(Beginning of Data records)

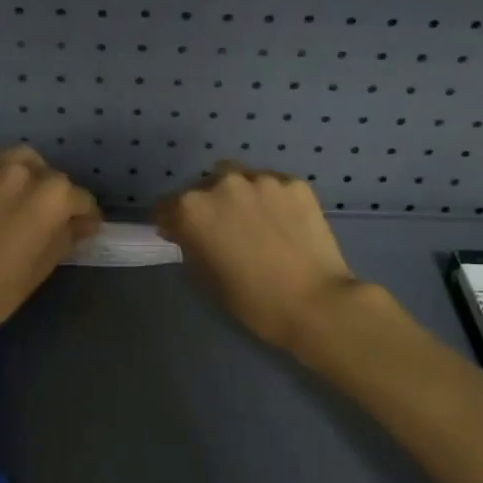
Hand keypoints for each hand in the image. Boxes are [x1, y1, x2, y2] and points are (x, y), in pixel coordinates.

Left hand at [0, 146, 101, 343]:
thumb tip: (81, 223)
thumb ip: (67, 235)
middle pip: (50, 175)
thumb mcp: (43, 266)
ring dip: (27, 171)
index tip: (83, 228)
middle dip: (56, 194)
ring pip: (18, 158)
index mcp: (52, 196)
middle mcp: (22, 172)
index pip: (81, 199)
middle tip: (48, 217)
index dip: (86, 216)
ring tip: (22, 192)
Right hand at [155, 162, 362, 352]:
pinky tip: (284, 222)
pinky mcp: (294, 183)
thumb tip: (186, 232)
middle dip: (207, 205)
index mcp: (192, 209)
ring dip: (238, 195)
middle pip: (202, 187)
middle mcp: (222, 184)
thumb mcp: (207, 278)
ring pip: (238, 178)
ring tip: (256, 221)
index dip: (171, 222)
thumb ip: (190, 245)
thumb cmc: (253, 301)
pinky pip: (272, 185)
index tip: (180, 235)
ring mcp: (261, 179)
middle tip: (223, 231)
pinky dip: (271, 198)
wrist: (316, 303)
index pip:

(End of Data records)

** Problem description **
In the records above, which lines hold the string "thumb"? Copy each one.

** Your solution **
thumb tip: (81, 223)
thumb ip: (67, 235)
thumb mcp: (43, 266)
thumb tip: (186, 232)
thumb mcp: (207, 278)
thumb ip: (190, 245)
thumb cmc: (253, 301)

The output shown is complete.